TRY IT:
Determine how many lines in the listing below contain "Çanakkale", then give only that number.

┌────────

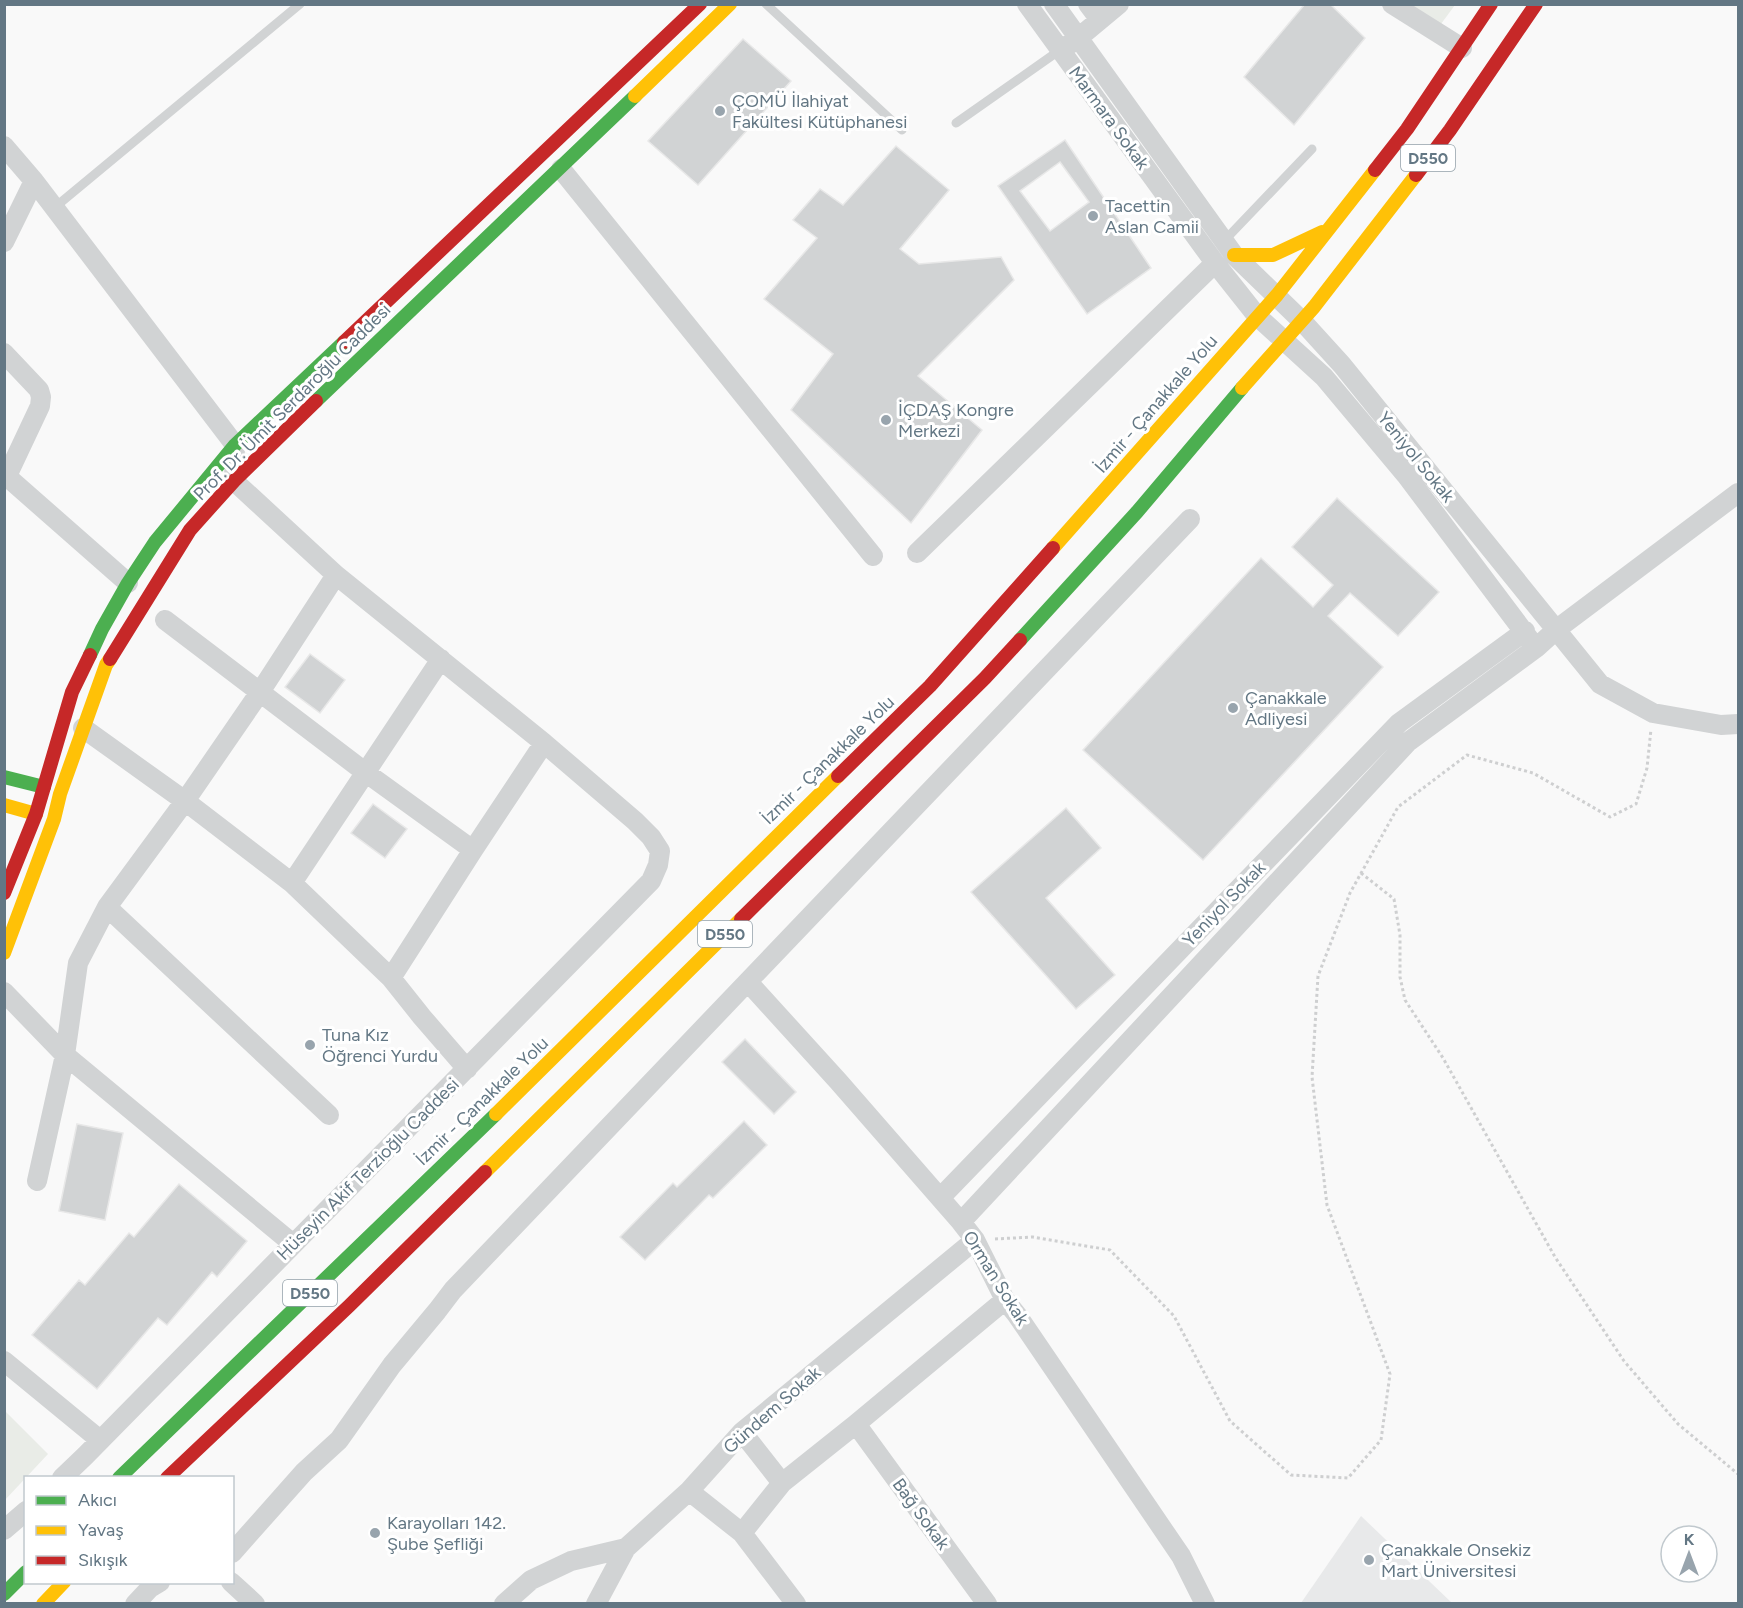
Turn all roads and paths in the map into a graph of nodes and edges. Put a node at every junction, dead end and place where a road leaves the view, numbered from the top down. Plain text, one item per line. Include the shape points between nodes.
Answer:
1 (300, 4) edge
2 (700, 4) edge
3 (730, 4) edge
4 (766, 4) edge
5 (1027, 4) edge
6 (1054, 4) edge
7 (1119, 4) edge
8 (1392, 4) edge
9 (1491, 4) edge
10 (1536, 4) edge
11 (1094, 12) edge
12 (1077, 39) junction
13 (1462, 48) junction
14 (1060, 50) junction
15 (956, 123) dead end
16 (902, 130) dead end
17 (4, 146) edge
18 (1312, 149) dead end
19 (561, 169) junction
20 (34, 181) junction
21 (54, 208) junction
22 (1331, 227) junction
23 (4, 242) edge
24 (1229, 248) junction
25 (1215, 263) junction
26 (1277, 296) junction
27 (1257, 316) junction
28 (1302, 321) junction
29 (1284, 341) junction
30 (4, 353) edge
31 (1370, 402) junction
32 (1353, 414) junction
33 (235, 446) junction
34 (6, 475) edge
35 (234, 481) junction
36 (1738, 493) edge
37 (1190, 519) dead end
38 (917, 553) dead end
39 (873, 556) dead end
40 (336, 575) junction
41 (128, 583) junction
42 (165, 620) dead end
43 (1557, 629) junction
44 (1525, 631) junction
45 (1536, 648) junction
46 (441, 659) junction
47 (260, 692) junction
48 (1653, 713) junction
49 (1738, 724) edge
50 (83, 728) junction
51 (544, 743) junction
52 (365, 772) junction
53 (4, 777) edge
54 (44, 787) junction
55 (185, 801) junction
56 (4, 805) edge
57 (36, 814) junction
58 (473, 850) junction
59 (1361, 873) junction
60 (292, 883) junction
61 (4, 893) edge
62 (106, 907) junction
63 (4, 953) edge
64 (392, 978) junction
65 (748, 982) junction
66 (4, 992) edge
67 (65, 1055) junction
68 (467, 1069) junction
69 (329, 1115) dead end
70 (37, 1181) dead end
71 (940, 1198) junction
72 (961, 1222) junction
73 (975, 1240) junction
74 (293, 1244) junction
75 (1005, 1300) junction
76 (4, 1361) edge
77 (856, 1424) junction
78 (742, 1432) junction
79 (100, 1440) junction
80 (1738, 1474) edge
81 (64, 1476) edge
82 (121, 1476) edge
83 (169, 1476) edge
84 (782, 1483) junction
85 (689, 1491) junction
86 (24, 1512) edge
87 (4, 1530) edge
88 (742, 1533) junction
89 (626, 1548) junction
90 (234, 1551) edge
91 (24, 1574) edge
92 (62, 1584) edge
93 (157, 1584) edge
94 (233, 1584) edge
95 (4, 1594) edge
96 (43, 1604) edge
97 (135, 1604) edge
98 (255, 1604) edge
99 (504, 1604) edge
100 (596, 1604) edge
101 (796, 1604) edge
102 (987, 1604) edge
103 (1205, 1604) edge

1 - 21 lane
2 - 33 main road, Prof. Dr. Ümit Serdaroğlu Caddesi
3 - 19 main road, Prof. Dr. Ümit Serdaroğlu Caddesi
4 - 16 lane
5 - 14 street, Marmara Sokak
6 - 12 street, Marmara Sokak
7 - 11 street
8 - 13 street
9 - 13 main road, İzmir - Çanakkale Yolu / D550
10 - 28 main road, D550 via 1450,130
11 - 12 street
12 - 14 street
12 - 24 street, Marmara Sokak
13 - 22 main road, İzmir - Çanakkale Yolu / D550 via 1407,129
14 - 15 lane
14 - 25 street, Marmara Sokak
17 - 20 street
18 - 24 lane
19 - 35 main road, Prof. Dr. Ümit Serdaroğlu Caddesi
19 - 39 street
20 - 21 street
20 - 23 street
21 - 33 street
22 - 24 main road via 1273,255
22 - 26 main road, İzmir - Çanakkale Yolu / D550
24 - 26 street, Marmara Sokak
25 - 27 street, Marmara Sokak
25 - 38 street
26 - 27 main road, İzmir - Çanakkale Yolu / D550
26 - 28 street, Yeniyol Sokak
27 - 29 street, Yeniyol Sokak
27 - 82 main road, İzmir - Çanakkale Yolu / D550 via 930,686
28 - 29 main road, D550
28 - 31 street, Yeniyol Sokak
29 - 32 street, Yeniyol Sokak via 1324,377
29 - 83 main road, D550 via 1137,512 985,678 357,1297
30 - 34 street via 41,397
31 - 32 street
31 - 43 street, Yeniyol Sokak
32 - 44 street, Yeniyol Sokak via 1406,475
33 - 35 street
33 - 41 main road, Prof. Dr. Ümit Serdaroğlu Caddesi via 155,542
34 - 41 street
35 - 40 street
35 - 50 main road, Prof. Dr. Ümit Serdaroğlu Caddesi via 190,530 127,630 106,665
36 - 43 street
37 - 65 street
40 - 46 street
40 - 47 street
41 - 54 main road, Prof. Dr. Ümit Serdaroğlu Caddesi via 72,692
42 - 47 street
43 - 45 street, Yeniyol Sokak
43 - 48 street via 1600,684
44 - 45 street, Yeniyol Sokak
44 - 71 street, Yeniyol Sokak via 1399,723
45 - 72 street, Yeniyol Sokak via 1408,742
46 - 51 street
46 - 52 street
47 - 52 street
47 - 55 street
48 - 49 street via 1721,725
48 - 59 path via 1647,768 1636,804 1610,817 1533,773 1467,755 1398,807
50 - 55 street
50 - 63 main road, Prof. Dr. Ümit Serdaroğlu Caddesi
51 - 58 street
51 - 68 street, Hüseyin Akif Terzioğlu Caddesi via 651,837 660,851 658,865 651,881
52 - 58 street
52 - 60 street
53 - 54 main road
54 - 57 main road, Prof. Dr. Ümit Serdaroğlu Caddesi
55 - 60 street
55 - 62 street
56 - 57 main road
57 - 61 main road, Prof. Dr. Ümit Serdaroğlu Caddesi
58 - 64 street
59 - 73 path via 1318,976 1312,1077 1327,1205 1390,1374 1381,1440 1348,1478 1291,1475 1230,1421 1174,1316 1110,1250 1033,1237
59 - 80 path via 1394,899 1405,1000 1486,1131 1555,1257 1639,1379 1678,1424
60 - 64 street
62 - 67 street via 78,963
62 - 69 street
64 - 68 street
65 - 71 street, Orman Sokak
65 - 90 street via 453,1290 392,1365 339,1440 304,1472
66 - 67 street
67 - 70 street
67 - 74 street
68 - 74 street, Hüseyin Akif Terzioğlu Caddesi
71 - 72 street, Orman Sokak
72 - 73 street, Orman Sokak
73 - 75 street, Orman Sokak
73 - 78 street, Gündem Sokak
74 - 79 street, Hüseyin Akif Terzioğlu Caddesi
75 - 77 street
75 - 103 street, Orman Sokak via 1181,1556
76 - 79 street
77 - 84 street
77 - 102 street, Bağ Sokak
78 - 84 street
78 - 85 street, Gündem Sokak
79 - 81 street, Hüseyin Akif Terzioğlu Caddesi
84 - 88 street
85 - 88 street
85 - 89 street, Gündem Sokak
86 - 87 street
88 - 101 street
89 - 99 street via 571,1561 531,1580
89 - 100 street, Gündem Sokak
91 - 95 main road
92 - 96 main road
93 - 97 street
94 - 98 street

└────────

OUTPUT:
5